Collins L. et al., Dicey, Morris & Collins on the Conflict of Laws, 14th Edition, Sweet & Maxwell, London, 2006, paragraph 19-121.

However, it may be noted that a more recent development in England has been the adoption of a child-centric assessment of settlement by the House of Lords in Re M. (Children) (Abduction: Rights of Custody) [2007] UKHL 55, [2008] 1 AC 1288, [INCADAT cite: HC/E/UKe 937].  This ruling may impact on the previous case law.

However there was no apparent weakening of the standard in the non-Convention case Re F. (Children) (Abduction: Removal Outside Jurisdiction) [2008] EWCA Civ. 842, [2008] 2 F.L.R. 1649,[INCADAT cite: HC/E/UKe 982].

United Kingdom - Scotland
Soucie v. Soucie 1995 SC 134 [INCADAT cite: HC/E/UKs 107]

For Article 12(2) to be activated the interest of the child in not being uprooted must be so cogent that it outweighs the primary purpose of the Convention, namely the return of the child to the proper jurisdiction so that the child's future may be determined in the appropriate place.

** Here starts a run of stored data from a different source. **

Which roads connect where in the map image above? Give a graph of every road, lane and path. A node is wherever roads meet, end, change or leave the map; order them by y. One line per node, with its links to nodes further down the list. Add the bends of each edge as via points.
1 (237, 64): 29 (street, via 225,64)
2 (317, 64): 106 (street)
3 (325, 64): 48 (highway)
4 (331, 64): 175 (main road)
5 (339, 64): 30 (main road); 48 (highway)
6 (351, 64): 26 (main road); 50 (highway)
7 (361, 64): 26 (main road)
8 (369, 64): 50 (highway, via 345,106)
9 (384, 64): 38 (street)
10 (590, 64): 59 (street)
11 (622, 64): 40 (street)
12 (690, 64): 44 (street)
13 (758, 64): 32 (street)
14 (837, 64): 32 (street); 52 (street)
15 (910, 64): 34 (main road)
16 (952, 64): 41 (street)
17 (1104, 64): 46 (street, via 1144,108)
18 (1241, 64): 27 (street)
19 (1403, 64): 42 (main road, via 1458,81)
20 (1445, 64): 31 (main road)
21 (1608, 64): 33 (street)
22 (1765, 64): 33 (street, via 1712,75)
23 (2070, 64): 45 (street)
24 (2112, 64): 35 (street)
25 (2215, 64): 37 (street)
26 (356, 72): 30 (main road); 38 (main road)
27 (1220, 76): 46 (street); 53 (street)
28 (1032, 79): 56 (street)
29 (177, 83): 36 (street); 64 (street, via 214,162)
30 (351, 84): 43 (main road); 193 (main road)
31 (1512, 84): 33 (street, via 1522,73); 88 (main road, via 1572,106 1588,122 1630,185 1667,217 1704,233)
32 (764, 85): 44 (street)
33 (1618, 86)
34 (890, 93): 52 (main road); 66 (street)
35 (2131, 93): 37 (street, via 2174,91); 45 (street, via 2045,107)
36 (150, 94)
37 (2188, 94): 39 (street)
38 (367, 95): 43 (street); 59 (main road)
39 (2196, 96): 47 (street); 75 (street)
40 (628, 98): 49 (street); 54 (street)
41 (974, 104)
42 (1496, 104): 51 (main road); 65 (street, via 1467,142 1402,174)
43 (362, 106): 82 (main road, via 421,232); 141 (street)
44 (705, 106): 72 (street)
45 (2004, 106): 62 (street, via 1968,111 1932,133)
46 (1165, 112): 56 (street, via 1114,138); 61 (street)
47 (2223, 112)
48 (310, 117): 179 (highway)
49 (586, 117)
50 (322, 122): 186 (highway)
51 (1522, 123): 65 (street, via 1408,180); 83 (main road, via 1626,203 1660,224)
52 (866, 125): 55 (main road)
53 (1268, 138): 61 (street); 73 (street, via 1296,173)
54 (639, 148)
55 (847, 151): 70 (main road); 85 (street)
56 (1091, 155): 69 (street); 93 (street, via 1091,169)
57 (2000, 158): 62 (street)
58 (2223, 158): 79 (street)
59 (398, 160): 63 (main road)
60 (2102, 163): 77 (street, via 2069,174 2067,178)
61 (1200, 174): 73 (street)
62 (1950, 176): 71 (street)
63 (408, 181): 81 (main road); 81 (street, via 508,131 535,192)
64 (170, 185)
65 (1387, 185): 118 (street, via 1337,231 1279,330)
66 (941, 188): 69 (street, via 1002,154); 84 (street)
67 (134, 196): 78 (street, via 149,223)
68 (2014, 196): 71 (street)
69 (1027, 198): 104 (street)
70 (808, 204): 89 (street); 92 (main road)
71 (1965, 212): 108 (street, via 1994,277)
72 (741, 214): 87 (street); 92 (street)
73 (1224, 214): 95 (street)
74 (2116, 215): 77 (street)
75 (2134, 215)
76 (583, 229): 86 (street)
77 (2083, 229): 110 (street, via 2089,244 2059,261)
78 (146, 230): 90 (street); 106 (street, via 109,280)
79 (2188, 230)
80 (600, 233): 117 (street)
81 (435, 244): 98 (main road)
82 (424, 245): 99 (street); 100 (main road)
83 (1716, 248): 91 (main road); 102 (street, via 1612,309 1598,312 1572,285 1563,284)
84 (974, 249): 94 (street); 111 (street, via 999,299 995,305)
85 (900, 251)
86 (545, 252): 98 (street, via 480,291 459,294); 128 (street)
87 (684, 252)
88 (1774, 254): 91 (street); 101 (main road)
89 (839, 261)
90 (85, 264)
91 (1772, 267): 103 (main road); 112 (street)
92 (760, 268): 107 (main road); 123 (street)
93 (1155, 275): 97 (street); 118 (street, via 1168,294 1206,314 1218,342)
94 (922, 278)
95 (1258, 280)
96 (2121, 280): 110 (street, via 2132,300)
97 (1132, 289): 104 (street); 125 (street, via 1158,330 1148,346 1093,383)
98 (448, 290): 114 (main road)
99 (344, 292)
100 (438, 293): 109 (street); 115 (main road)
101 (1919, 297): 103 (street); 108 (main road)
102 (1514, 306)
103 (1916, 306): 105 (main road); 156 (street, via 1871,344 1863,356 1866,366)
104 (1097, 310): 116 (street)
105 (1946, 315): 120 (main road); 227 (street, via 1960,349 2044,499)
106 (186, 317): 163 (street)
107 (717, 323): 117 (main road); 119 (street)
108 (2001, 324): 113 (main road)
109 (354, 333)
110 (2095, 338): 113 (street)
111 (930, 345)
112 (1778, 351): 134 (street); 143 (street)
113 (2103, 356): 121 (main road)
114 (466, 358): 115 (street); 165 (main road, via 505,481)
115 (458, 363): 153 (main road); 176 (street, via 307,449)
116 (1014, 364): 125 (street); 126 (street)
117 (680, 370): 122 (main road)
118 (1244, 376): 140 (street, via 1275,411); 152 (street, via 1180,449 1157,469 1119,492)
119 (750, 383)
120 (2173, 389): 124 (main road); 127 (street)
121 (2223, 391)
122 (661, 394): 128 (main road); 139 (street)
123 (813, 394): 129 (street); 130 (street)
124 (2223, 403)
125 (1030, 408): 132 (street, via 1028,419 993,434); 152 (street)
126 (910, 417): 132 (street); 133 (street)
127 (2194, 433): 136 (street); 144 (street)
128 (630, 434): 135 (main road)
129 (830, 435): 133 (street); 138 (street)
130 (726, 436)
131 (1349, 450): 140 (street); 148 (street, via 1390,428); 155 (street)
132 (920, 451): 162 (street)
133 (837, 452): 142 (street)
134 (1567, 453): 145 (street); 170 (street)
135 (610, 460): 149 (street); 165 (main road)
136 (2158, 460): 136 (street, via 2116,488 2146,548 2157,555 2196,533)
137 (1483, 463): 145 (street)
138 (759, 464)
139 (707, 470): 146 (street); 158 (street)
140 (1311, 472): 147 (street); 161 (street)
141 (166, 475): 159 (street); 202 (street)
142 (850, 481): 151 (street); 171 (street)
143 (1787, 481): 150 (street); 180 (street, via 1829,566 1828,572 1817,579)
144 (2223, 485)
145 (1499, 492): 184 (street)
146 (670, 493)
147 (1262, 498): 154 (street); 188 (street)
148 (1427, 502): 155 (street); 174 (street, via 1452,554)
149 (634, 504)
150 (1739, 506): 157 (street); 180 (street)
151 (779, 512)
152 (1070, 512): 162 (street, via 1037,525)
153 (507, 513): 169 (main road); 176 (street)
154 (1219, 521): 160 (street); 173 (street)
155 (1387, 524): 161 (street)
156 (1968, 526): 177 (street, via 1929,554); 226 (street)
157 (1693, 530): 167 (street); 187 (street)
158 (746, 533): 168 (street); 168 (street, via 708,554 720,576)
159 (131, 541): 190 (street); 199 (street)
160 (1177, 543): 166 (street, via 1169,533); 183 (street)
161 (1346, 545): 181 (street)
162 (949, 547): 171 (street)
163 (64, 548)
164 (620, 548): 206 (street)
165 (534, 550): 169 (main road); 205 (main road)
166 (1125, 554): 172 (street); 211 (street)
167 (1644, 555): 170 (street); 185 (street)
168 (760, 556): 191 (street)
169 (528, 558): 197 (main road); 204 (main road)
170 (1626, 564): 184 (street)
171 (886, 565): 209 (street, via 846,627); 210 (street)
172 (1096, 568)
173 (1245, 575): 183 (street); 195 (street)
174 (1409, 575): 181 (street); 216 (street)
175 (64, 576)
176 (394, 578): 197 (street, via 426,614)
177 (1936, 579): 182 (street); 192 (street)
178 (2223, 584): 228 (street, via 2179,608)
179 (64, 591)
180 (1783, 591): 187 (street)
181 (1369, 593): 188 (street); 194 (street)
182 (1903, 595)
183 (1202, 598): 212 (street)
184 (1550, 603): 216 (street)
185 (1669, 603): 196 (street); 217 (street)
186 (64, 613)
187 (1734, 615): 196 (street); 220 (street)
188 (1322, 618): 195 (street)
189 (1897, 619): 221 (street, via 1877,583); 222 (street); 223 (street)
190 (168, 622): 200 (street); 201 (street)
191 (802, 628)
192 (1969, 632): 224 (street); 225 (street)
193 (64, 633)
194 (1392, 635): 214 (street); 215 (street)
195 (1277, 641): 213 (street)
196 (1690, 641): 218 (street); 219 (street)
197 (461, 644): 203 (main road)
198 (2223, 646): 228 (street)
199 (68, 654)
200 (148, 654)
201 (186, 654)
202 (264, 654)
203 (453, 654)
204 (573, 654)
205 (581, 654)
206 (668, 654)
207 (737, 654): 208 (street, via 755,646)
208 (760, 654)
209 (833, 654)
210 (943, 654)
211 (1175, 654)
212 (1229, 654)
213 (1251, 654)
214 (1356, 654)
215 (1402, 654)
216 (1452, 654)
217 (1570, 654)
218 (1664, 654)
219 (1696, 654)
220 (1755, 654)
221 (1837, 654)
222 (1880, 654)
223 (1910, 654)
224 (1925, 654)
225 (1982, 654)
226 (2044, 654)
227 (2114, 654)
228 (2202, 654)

P. v. S., 2002 FamLR 2 [INCADAT cite: HC/E/UKs 963]

A settled situation was one which could reasonably be relied upon to last as matters stood and did not contain indications that it was likely to change radically or to fall apart. There had therefore to be some projection into the future.

C. v. C. [2008] CSOH 42, [INCADAT cite: HC/E/UKs 962]

United States of America
In re Interest of Zarate, No. 96 C 50394 (N.D. Ill. Dec. 23, 1996) [INCADAT cite: HC/E/USf  134]

A literal interpretation of the concept of settlement has been favoured in:

Director-General, Department of Community Services v. M. and C. and the Child Representative (1998) FLC 92-829 [INCADAT cite: HC/E/AU 291];

China - (Hong Kong Special Administrative Region)
A.C. v. P.C. [2004] HKMP 1238 [INCADAT cite: HC/E/HK 825].

The impact of the divergent interpretations is arguably most marked where very young children are concerned.

It has been held that settlement is to be considered from the perspective of a young child in:

7Ob573/90 Oberster Gerichtshof, 17/05/1990 [INCADAT cite: HC/E/AT 378];

Secretary, Attorney-General's Department v. T.S. (2001) FLC 93-063 [INCADAT cite: HC/E/AU 823];

State Central Authority v. C.R [2005] Fam CA 1050 [INCADAT cite: HC/E/AU 824];

Family Application 000111/07 Ploni v. Almonit, [INCADAT cite: HC/E/IL 938];

R 6136; M. Le Procureur Général contre M. H. K., [INCADAT cite: HC/E/MC 510];

Präsidium des Bezirksgerichts St. Gallen (District Court of St. Gallen) (Switzerland), decision of 8 September 1998, 4 PZ 98-0217/0532N, [INCADAT cite: HC/E/CH 431].

A child-centric approach has also been adopted in several significant appellate decisions with regard to older children, with emphasis placed on the children's views.

United Kingdom - England & Wales
Re M. (Children) (Abduction: Rights of Custody) [2007] UKHL 55, [2008] 1 AC 1288, [INCADAT cite: HC/E/UKe 937];

CA Paris 27 Octobre 2005, 05/15032, [INCADAT cite: HC/E/FR 814];

Droit de la Famille 2785, Cour d'appel de  Montréal, 5 December 1997, No 500-09-005532-973 [INCADAT cite: HC/E/CA 653].

In contrast, a more objective assessment was favoured in the United States decision:

David S. v. Zamira S., 151 Misc. 2d 630, 574 N.Y.S.2d 429 (Fam. Ct. 1991) [INCADAT cite: HC/E/USs 208]
The children, aged 3 and 1 1/2, had not established significant ties to their community in Brooklyn; they were not involved in school, extra-curricular, community, religious or social activities which children of an older age would be.